The minister’s comments sparked the ire of at least one premier, Saskatchewan’s Brad Wall.
McKenna was speaking Sunday to CTV’s Question Period, two days after The Canadian Press reported that the Liberals would ratify the international Paris climate accord this fall even before they reach a deal with the provinces and territories on how to meet the country’s 2030 emissions target.
McKenna also said the federal government will stick to the existing targets for reducing carbon emissions, set by the previous Conservative government.
The Conservatives said they would reduce carbon emissions 17 per cent from 2005 levels by 2020 and 30 per cent by 2030.
The Liberal government has won international accolades for picking up the climate change baton, with Trudeau and McKenna receiving praise for helping reach the Paris climate change agreement come to fruition last fall.
But UN Secretary-General Ban Ki-moon is in a hurry to ratify the pact, and has been lobbying countries to get that done before the Nov. 8 U.S. presidential election in hopes of locking in the accord’s provisions for at least four years.
The landmark deal calls for limiting global temperature increases this century to well below two degrees Celsius.
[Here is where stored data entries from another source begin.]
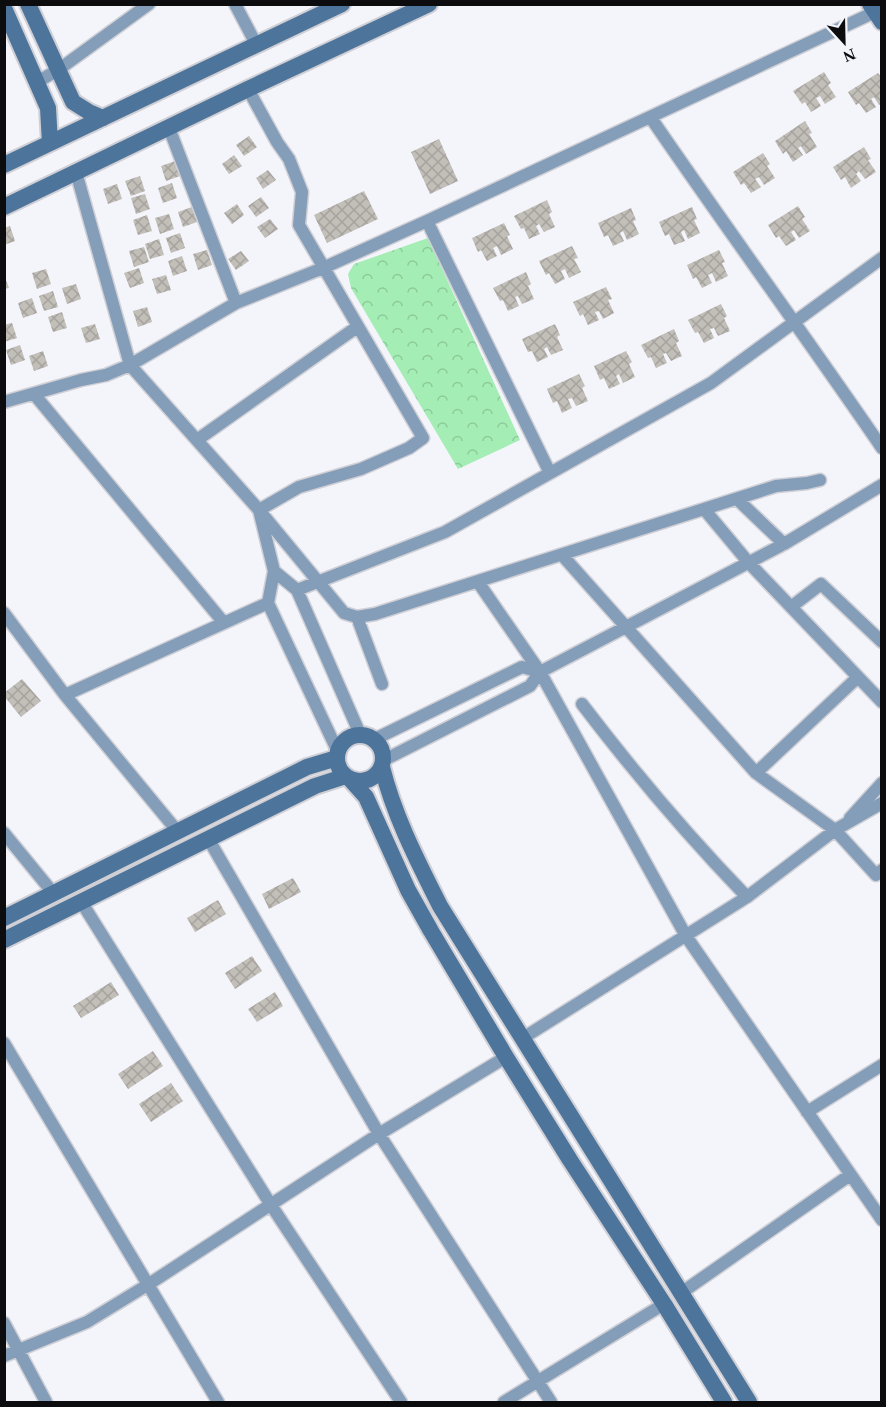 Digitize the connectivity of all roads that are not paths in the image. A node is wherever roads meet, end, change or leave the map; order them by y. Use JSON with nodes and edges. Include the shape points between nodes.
{"nodes":[{"id":1,"x":28,"y":4,"type":"edge"},
{"id":2,"x":149,"y":4,"type":"edge"},
{"id":3,"x":235,"y":4,"type":"edge"},
{"id":4,"x":342,"y":4,"type":"edge"},
{"id":5,"x":429,"y":4,"type":"edge"},
{"id":6,"x":4,"y":8,"type":"edge"},
{"id":7,"x":876,"y":13,"type":"edge"},
{"id":8,"x":256,"y":44,"type":"junction"},
{"id":9,"x":58,"y":70,"type":"junction"},
{"id":10,"x":37,"y":82,"type":"junction"},
{"id":11,"x":248,"y":88,"type":"junction"},
{"id":12,"x":103,"y":118,"type":"junction"},
{"id":13,"x":651,"y":118,"type":"junction"},
{"id":14,"x":169,"y":128,"type":"junction"},
{"id":15,"x":50,"y":143,"type":"junction"},
{"id":16,"x":4,"y":165,"type":"edge"},
{"id":17,"x":76,"y":172,"type":"junction"},
{"id":18,"x":4,"y":207,"type":"edge"},
{"id":19,"x":428,"y":221,"type":"junction"},
{"id":20,"x":882,"y":258,"type":"edge"},
{"id":21,"x":323,"y":268,"type":"junction"},
{"id":22,"x":236,"y":303,"type":"junction"},
{"id":23,"x":796,"y":322,"type":"junction"},
{"id":24,"x":357,"y":327,"type":"junction"},
{"id":25,"x":130,"y":366,"type":"junction"},
{"id":26,"x":34,"y":394,"type":"junction"},
{"id":27,"x":4,"y":402,"type":"edge"},
{"id":28,"x":197,"y":440,"type":"junction"},
{"id":29,"x":882,"y":448,"type":"edge"},
{"id":30,"x":550,"y":473,"type":"junction"},
{"id":31,"x":820,"y":480,"type":"dead end"},
{"id":32,"x":882,"y":485,"type":"edge"},
{"id":33,"x":737,"y":498,"type":"junction"},
{"id":34,"x":704,"y":509,"type":"junction"},
{"id":35,"x":259,"y":510,"type":"junction"},
{"id":36,"x":784,"y":544,"type":"junction"},
{"id":37,"x":562,"y":555,"type":"junction"},
{"id":38,"x":749,"y":562,"type":"junction"},
{"id":39,"x":274,"y":571,"type":"junction"},
{"id":40,"x":319,"y":582,"type":"junction"},
{"id":41,"x":478,"y":582,"type":"junction"},
{"id":42,"x":297,"y":590,"type":"junction"},
{"id":43,"x":268,"y":603,"type":"junction"},
{"id":44,"x":792,"y":607,"type":"junction"},
{"id":45,"x":4,"y":613,"type":"edge"},
{"id":46,"x":357,"y":617,"type":"junction"},
{"id":47,"x":224,"y":623,"type":"junction"},
{"id":48,"x":626,"y":627,"type":"junction"},
{"id":49,"x":882,"y":642,"type":"edge"},
{"id":50,"x":540,"y":672,"type":"junction"},
{"id":51,"x":858,"y":677,"type":"junction"},
{"id":52,"x":382,"y":684,"type":"dead end"},
{"id":53,"x":65,"y":695,"type":"junction"},
{"id":54,"x":882,"y":702,"type":"edge"},
{"id":55,"x":582,"y":704,"type":"dead end"},
{"id":56,"x":367,"y":737,"type":"junction"},
{"id":57,"x":338,"y":755,"type":"junction"},
{"id":58,"x":383,"y":764,"type":"junction"},
{"id":59,"x":756,"y":773,"type":"junction"},
{"id":60,"x":347,"y":777,"type":"junction"},
{"id":61,"x":882,"y":783,"type":"edge"},
{"id":62,"x":882,"y":803,"type":"edge"},
{"id":63,"x":839,"y":828,"type":"junction"},
{"id":64,"x":178,"y":832,"type":"junction"},
{"id":65,"x":4,"y":833,"type":"edge"},
{"id":66,"x":209,"y":840,"type":"junction"},
{"id":67,"x":880,"y":876,"type":"edge"},
{"id":68,"x":54,"y":894,"type":"junction"},
{"id":69,"x":747,"y":897,"type":"junction"},
{"id":70,"x":82,"y":903,"type":"junction"},
{"id":71,"x":4,"y":918,"type":"edge"},
{"id":72,"x":686,"y":936,"type":"junction"},
{"id":73,"x":4,"y":940,"type":"edge"},
{"id":74,"x":523,"y":1038,"type":"junction"},
{"id":75,"x":4,"y":1043,"type":"edge"},
{"id":76,"x":506,"y":1057,"type":"junction"},
{"id":77,"x":882,"y":1065,"type":"edge"},
{"id":78,"x":807,"y":1112,"type":"junction"},
{"id":79,"x":379,"y":1134,"type":"junction"},
{"id":80,"x":850,"y":1175,"type":"junction"},
{"id":81,"x":271,"y":1205,"type":"junction"},
{"id":82,"x":881,"y":1217,"type":"edge"},
{"id":83,"x":149,"y":1284,"type":"junction"},
{"id":84,"x":681,"y":1293,"type":"junction"},
{"id":85,"x":664,"y":1304,"type":"junction"},
{"id":86,"x":4,"y":1323,"type":"edge"},
{"id":87,"x":19,"y":1350,"type":"junction"},
{"id":88,"x":4,"y":1356,"type":"edge"},
{"id":89,"x":536,"y":1382,"type":"junction"},
{"id":90,"x":46,"y":1402,"type":"edge"},
{"id":91,"x":218,"y":1402,"type":"edge"},
{"id":92,"x":401,"y":1402,"type":"edge"},
{"id":93,"x":504,"y":1402,"type":"edge"},
{"id":94,"x":551,"y":1402,"type":"edge"},
{"id":95,"x":724,"y":1402,"type":"edge"},
{"id":96,"x":749,"y":1402,"type":"edge"}],
"edges":[{"from":1,"to":9,"type":"street"},
{"from":2,"to":9,"type":"street"},
{"from":3,"to":8,"type":"street"},
{"from":4,"to":8,"type":"street"},
{"from":5,"to":11,"type":"street"},
{"from":6,"to":10,"type":"street"},
{"from":7,"to":13,"type":"street"},
{"from":8,"to":12,"type":"street"},
{"from":9,"to":10,"type":"street"},
{"from":9,"to":12,"type":"street","via":[[73,102]]},
{"from":10,"to":15,"type":"street","via":[[48,108]]},
{"from":11,"to":14,"type":"street"},
{"from":11,"to":21,"type":"street","via":[[289,159],[302,192],[299,225]]},
{"from":12,"to":15,"type":"street"},
{"from":13,"to":19,"type":"street"},
{"from":13,"to":23,"type":"street","via":[[729,233]]},
{"from":14,"to":17,"type":"street"},
{"from":14,"to":22,"type":"street"},
{"from":15,"to":16,"type":"street"},
{"from":17,"to":18,"type":"street"},
{"from":17,"to":25,"type":"street"},
{"from":19,"to":21,"type":"street"},
{"from":19,"to":30,"type":"street"},
{"from":20,"to":23,"type":"street"},
{"from":21,"to":22,"type":"street"},
{"from":21,"to":24,"type":"street"},
{"from":22,"to":25,"type":"street"},
{"from":23,"to":29,"type":"street"},
{"from":23,"to":30,"type":"street","via":[[711,383]]},
{"from":24,"to":28,"type":"street"},
{"from":24,"to":35,"type":"street","via":[[423,438],[361,469],[299,487]]},
{"from":25,"to":26,"type":"street"},
{"from":25,"to":28,"type":"street"},
{"from":26,"to":27,"type":"street"},
{"from":26,"to":47,"type":"street"},
{"from":28,"to":35,"type":"street"},
{"from":30,"to":40,"type":"street","via":[[445,532]]},
{"from":31,"to":33,"type":"street","via":[[776,486]]},
{"from":32,"to":36,"type":"street"},
{"from":33,"to":34,"type":"street"},
{"from":33,"to":36,"type":"street"},
{"from":34,"to":37,"type":"street"},
{"from":34,"to":38,"type":"street"},
{"from":35,"to":39,"type":"street"},
{"from":35,"to":40,"type":"street"},
{"from":36,"to":38,"type":"street"},
{"from":37,"to":41,"type":"street"},
{"from":37,"to":48,"type":"street"},
{"from":38,"to":44,"type":"street"},
{"from":38,"to":48,"type":"street"},
{"from":39,"to":42,"type":"street"},
{"from":39,"to":43,"type":"street"},
{"from":40,"to":42,"type":"street"},
{"from":40,"to":46,"type":"street","via":[[344,613]]},
{"from":41,"to":46,"type":"street"},
{"from":41,"to":50,"type":"street"},
{"from":42,"to":56,"type":"street"},
{"from":43,"to":47,"type":"street"},
{"from":43,"to":57,"type":"street"},
{"from":44,"to":49,"type":"street","via":[[821,584]]},
{"from":44,"to":51,"type":"street"},
{"from":45,"to":53,"type":"street"},
{"from":46,"to":52,"type":"street"},
{"from":47,"to":53,"type":"street"},
{"from":48,"to":50,"type":"street"},
{"from":48,"to":59,"type":"street"},
{"from":50,"to":56,"type":"street","via":[[522,667]]},
{"from":50,"to":58,"type":"street","via":[[530,686]]},
{"from":50,"to":72,"type":"street"},
{"from":51,"to":54,"type":"street"},
{"from":51,"to":59,"type":"street"},
{"from":53,"to":64,"type":"street"},
{"from":55,"to":69,"type":"street","via":[[621,755]]},
{"from":56,"to":57,"type":"street","via":[[346,739]]},
{"from":56,"to":58,"type":"street","via":[[380,745]]},
{"from":57,"to":60,"type":"street","via":[[339,767]]},
{"from":57,"to":64,"type":"street"},
{"from":58,"to":60,"type":"street","via":[[371,778],[356,781]]},
{"from":58,"to":74,"type":"street","via":[[386,784],[440,906]]},
{"from":59,"to":63,"type":"street"},
{"from":60,"to":66,"type":"street","via":[[315,786]]},
{"from":60,"to":76,"type":"street","via":[[366,797],[408,890]]},
{"from":61,"to":63,"type":"street"},
{"from":62,"to":63,"type":"street"},
{"from":63,"to":67,"type":"street"},
{"from":63,"to":69,"type":"street"},
{"from":64,"to":68,"type":"street"},
{"from":65,"to":68,"type":"street"},
{"from":66,"to":70,"type":"street"},
{"from":66,"to":79,"type":"street"},
{"from":68,"to":71,"type":"street"},
{"from":69,"to":72,"type":"street"},
{"from":70,"to":73,"type":"street"},
{"from":70,"to":81,"type":"street"},
{"from":72,"to":74,"type":"street"},
{"from":72,"to":78,"type":"street"},
{"from":74,"to":84,"type":"street"},
{"from":75,"to":83,"type":"street"},
{"from":76,"to":79,"type":"street"},
{"from":76,"to":85,"type":"street"},
{"from":77,"to":78,"type":"street"},
{"from":78,"to":80,"type":"street"},
{"from":79,"to":81,"type":"street"},
{"from":79,"to":89,"type":"street"},
{"from":80,"to":82,"type":"street"},
{"from":80,"to":84,"type":"street"},
{"from":81,"to":83,"type":"street"},
{"from":81,"to":92,"type":"street"},
{"from":83,"to":87,"type":"street","via":[[87,1322]]},
{"from":83,"to":91,"type":"street"},
{"from":84,"to":96,"type":"street"},
{"from":85,"to":89,"type":"street"},
{"from":85,"to":95,"type":"street"},
{"from":86,"to":87,"type":"street"},
{"from":87,"to":88,"type":"street"},
{"from":87,"to":90,"type":"street"},
{"from":89,"to":93,"type":"street"},
{"from":89,"to":94,"type":"street"}]}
It only comes into legal force after 55 countries representing 55 per cent of global greenhouse gas emissions formally ratify.
Senior government sources told The Canadian Press that Canada will deposit its ratification at the United Nations before Prime Minister Justin Trudeau meets the premiers for a promised first ministers meeting on a climate plan that’s been under discussion for months.
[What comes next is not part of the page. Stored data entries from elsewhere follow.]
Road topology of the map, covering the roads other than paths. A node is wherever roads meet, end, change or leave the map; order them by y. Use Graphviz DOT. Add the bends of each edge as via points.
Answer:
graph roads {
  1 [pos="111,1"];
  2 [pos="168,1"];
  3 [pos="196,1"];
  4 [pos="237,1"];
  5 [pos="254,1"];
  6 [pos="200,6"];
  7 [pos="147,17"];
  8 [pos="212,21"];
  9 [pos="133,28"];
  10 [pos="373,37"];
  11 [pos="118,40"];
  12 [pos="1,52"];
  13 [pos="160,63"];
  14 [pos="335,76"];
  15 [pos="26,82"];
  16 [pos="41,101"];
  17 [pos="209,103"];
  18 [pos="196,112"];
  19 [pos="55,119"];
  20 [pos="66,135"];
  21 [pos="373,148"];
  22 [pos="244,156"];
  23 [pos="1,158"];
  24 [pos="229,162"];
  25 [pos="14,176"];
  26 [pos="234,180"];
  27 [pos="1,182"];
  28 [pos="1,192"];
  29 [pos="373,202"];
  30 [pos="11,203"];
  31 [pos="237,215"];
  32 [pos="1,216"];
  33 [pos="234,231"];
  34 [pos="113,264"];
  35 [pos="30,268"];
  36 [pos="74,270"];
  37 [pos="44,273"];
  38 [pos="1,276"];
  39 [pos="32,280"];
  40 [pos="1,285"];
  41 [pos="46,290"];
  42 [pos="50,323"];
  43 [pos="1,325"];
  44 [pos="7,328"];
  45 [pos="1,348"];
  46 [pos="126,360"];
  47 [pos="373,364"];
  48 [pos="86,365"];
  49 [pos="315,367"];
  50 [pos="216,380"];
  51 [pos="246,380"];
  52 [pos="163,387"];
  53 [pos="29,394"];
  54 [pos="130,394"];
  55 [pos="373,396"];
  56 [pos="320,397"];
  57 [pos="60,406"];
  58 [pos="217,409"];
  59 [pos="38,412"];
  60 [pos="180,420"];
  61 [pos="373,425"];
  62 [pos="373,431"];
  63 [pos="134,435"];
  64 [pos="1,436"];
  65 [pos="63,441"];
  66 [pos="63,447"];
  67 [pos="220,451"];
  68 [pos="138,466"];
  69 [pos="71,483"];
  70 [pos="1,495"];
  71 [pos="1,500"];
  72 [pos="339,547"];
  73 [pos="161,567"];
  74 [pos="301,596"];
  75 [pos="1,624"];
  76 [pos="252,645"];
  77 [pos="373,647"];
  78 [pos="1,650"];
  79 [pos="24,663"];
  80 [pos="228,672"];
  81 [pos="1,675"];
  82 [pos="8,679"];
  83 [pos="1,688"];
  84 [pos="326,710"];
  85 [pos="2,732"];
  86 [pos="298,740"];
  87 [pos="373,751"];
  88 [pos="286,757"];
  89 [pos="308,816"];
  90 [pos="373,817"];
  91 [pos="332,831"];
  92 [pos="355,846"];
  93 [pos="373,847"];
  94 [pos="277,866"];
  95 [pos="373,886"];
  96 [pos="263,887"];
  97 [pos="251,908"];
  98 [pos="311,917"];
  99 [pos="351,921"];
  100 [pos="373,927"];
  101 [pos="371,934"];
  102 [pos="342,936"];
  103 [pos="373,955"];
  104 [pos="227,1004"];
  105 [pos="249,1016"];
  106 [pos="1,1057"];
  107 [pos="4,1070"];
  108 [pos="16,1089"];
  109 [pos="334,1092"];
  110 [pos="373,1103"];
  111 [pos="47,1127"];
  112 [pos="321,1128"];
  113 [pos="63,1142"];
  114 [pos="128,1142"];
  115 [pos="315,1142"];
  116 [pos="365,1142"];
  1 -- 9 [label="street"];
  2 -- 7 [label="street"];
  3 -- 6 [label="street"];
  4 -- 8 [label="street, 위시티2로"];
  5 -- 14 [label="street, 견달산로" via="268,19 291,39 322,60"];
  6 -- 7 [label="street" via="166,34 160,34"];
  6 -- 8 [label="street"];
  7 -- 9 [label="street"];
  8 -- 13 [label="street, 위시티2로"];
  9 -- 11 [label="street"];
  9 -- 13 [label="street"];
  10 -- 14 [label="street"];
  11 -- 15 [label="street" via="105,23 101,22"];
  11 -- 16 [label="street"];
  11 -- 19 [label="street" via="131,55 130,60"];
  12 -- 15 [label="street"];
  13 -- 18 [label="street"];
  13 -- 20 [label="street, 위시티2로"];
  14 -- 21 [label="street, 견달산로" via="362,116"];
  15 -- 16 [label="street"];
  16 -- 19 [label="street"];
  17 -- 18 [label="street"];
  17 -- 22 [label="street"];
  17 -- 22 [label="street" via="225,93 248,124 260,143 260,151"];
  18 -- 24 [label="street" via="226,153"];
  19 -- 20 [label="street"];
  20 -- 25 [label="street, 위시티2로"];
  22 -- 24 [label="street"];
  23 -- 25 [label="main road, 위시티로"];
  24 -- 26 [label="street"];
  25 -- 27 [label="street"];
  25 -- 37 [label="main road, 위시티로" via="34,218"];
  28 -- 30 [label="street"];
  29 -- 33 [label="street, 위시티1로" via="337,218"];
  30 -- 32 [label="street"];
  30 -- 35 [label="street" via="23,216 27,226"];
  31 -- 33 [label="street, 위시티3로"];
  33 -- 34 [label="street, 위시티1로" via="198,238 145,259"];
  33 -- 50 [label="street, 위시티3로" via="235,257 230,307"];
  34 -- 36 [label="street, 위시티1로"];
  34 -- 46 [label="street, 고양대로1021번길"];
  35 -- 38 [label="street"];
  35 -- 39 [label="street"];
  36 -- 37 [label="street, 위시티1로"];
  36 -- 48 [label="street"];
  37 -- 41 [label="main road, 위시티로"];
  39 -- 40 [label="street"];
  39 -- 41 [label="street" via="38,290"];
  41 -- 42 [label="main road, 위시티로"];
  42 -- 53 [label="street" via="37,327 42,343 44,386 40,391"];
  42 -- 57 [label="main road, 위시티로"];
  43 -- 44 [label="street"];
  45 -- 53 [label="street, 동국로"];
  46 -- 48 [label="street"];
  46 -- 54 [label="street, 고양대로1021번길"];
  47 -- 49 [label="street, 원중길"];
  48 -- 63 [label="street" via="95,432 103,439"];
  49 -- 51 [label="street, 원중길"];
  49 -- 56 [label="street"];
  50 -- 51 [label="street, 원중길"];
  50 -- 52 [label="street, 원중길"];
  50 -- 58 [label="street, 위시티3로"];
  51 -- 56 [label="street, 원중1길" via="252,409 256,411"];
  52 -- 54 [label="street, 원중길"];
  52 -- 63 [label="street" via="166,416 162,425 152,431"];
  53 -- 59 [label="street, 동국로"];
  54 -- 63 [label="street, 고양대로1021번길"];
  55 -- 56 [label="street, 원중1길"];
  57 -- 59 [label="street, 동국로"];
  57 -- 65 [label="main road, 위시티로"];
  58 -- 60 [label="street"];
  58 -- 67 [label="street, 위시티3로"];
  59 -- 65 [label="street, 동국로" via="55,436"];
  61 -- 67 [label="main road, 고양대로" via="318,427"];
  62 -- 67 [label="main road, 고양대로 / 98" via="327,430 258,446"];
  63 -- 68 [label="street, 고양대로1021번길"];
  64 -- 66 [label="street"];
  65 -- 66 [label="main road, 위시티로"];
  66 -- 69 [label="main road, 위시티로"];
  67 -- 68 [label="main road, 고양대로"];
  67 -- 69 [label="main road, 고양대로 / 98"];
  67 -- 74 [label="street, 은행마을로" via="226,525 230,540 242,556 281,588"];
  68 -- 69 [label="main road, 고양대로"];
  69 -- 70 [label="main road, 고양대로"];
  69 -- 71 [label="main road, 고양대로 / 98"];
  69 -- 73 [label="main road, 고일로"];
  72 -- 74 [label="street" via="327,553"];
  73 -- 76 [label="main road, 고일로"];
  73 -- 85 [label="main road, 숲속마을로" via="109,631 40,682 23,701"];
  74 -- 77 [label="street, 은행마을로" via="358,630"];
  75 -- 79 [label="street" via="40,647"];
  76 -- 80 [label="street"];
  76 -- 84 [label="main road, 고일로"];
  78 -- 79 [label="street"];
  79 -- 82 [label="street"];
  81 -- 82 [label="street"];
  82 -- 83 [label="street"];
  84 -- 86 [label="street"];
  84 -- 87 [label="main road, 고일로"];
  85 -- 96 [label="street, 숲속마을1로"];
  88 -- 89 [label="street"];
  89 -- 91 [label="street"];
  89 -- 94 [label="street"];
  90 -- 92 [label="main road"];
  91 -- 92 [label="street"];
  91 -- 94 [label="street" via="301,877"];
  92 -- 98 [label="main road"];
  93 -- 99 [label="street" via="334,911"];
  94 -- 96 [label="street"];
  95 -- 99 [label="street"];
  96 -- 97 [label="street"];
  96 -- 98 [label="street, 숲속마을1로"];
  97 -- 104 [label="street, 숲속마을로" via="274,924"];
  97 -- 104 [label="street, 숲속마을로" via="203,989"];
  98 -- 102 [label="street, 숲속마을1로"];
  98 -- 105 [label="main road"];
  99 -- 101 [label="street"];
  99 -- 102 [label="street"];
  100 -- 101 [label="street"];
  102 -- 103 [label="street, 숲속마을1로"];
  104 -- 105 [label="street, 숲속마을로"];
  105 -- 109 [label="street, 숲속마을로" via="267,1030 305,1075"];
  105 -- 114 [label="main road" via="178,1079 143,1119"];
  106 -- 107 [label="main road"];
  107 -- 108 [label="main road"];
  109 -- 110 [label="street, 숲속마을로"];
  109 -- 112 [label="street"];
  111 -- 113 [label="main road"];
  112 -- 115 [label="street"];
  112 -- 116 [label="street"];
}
The timing of Trudeau’s meeting with premiers is in flux but it does not appear likely to take place before Canadian representatives are back at a UN climate conference in Marrakech, Morocco, Nov. 7-18, to discuss implementation of the Paris accord.
McKenna made clear Sunday, the federal government will do what it takes to move forward.
Brad Wall angry already
“That means that we would have a system that would be imposed, yes,” she said.
“I’m not trying to do that. We’re trying to go forward in a way that we’re working with everyone.”
Wall, appearing on the same program, was critical of McKenna, saying it wasn’t good for federal-provincial relations.
“It’s not the collaborative approach that the prime minister promised when he was elected. Not just on this issue, but in general on federal provincial issues,” Wall said.
Wall said Saskatchewan already has a price on carbon, and any further action by Ottawa could hurt Western provinces already under stress because of falling oil prices.
“If it’s some sort of a universal price that will, you know, manifest itself as a tax, and be disproportionately impacting the energy sector, which is already reeling, then we have a big problem in Saskatchewan with that kind of unilateral action.”